Texte 4 : Stendhal, La Chartreuse de Parme, partie II, chapitre
XVIII, 1839.
La Chartreuse de Parme raconte l’itinéraire d’un jeune aristocrate italien, Fabrice
Del Dongo. Victime d’une vengeance, le personnage est emprisonné dans la
citadelle de Parme. Le gouverneur de cette forteresse est le général Fabio Conti,
que Fabrice avait croisé avec sa fille Clélia sept années plus tôt. Fabrice vient de
revoir la jeune fille.

Il courut aux fenêtres ; la vue qu’on avait de ces fenêtres grillées était
sublime : un seul petit coin de l’horizon était caché, vers le nord-ouest, par
le toit en galerie du joli palais du gouverneur, qui n’avait que deux étages ;
le rez-de-chaussée était occupé par les bureaux de l’état-major ; et d’abord
les yeux de Fabrice furent attirés vers une des fenêtres du second étage, où
se trouvaient, dans de jolies cages, une grande quantité d’oiseaux de toute
sorte. Fabrice s’amusait à les entendre chanter, et à les voir saluer les
derniers rayons du crépuscule du soir, tandis que les geôliers 1 s’agitaient
autour de lui. Cette fenêtre de la volière n’était pas à plus de vingt-cinq
pieds de l’une des siennes, et se trouvait à cinq ou six pieds en contrebas,
de façon qu’il plongeait sur les oiseaux.

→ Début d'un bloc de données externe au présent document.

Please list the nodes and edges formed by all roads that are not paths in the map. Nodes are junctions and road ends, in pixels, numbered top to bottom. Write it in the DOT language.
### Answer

Il y avait lune ce jour-là, et au moment où Fabrice entrait dans sa prison, elle
se levait majestueusement à l’horizon à droite, au-dessus de la chaîne des
Alpes, vers Trévise. Il n’était que huit heures et demie du soir, et à l’autre
extrémité de l’horizon, au couchant, un brillant crépuscule rouge orangé
dessinait parfaitement les contours du mont Viso et des autres pics des
Alpes qui remontent de Nice vers le Mont-Cenis et Turin ; sans songer
autrement à son malheur, Fabrice fut ému et ravi par ce spectacle sublime.

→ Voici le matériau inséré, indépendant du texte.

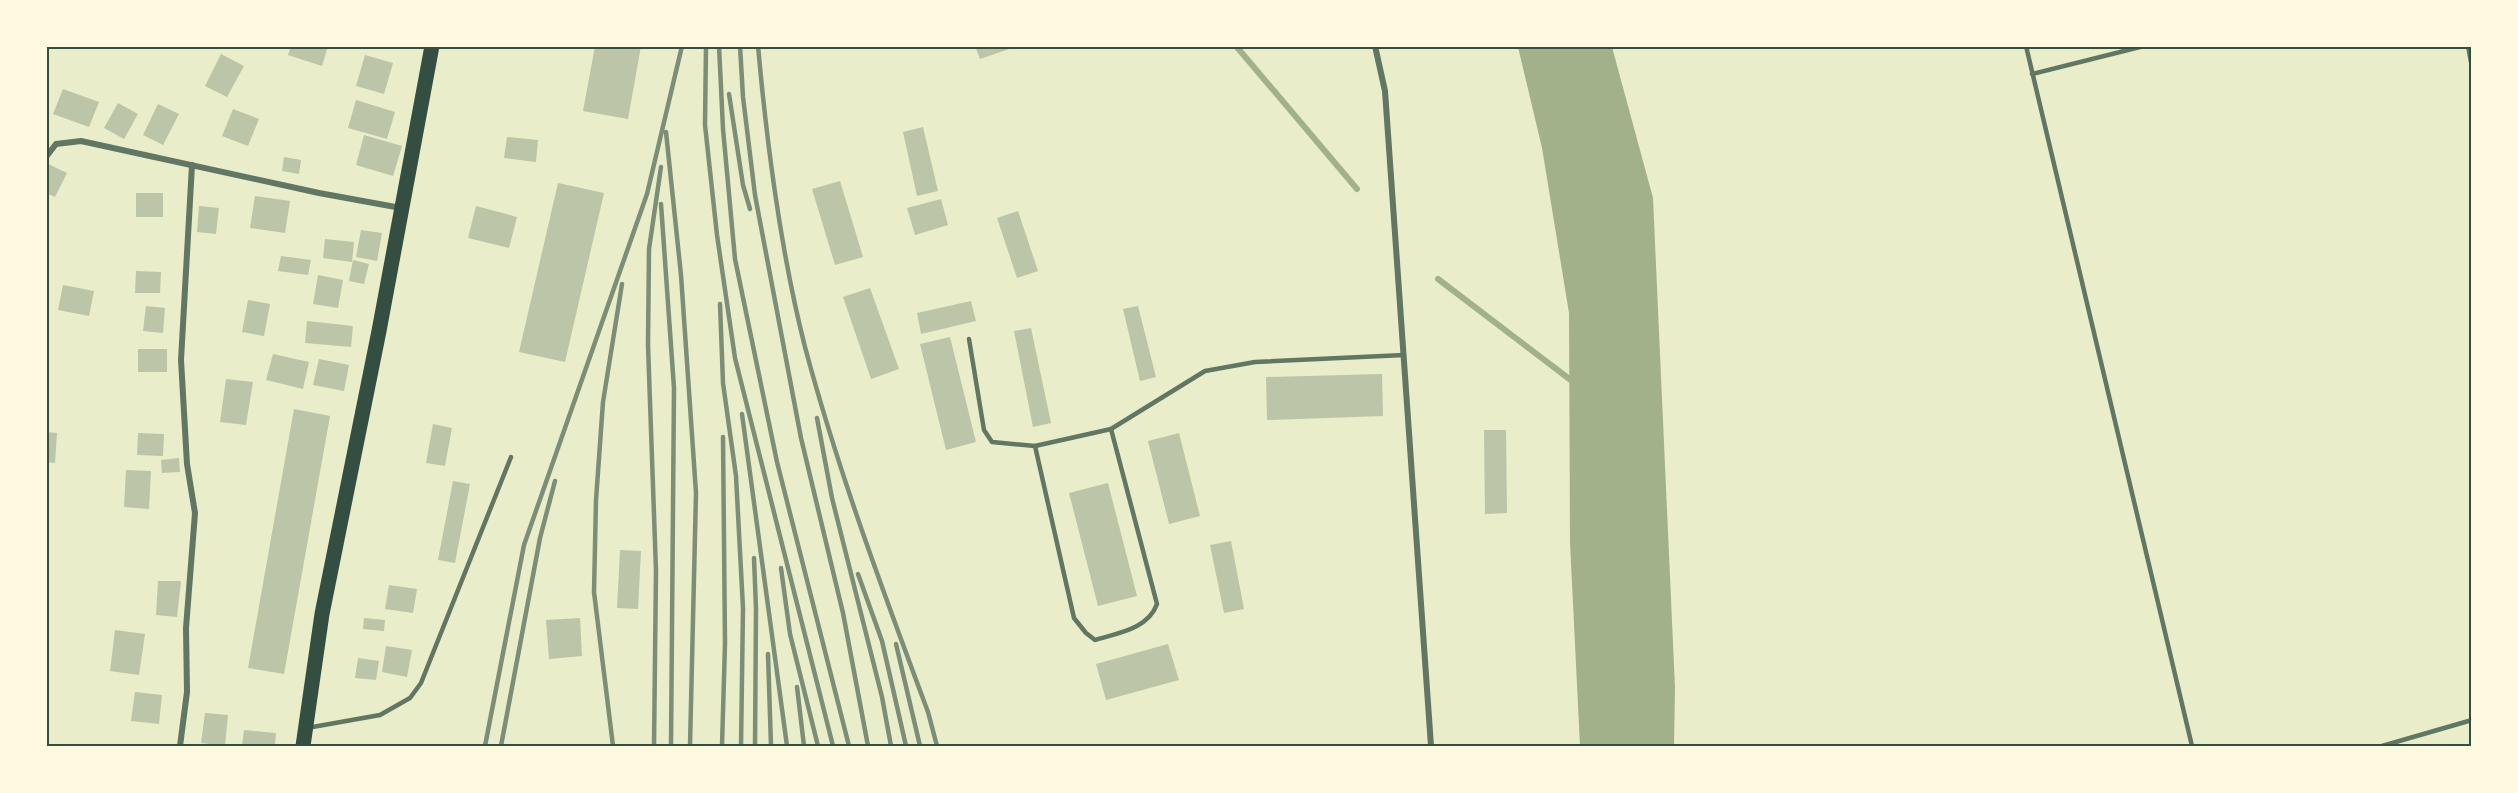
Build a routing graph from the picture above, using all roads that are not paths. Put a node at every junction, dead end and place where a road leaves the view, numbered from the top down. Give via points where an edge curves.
1 (432, 46) edge
2 (1375, 46) edge
3 (2026, 46) edge
4 (2144, 46) edge
5 (2468, 46) edge
6 (2472, 67) edge
7 (2032, 74) junction
8 (46, 157) edge
9 (192, 165) junction
10 (402, 208) junction
11 (969, 339) dead end
12 (1404, 356) junction
13 (1111, 429) junction
14 (1035, 446) junction
15 (511, 457) dead end
16 (2472, 720) edge
17 (305, 729) junction
18 (180, 747) edge
19 (303, 747) edge
20 (1431, 747) edge
21 (2192, 747) edge
22 (2382, 747) edge

1 - 10 main road
2 - 12 street via 1385,91
3 - 7 lane
4 - 7 lane
5 - 6 lane
7 - 21 lane
8 - 9 street via 56,144 81,141
9 - 10 street
9 - 18 street via 181,360 187,464 195,513 186,628 187,692
10 - 17 main road via 322,614
11 - 14 lane via 984,430 992,442
12 - 13 lane via 1255,362 1205,371
12 - 20 street
13 - 14 lane
13 - 14 lane via 1157,604 1154,614 1139,626 1095,640 1074,618
15 - 17 lane via 421,683 410,698 380,715
16 - 22 lane
17 - 19 main road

« C’est donc dans ce monde ravissant que vit Clélia Conti ! avec son âme
pensive et sérieuse, elle doit jouir de cette vue plus qu’un autre ; on est ici
comme dans des montagnes solitaires à cent lieues de Parme. » Ce ne fut
qu’après avoir passé plus de deux heures à la fenêtre, admirant cet horizon
qui parlait à son âme, et souvent aussi arrêtant sa vue sur le joli palais du
gouverneur que Fabrice s’écria tout à coup : « Mais ceci est-il une prison ?
est-ce là ce que j’ai tant redouté ? » Au lieu d’apercevoir à chaque pas des
désagréments et des motifs d’aigreur, notre héros se laissait charmer par les
douceurs de la prison.

La Chartreuse de Parme, Stendhal, 1839.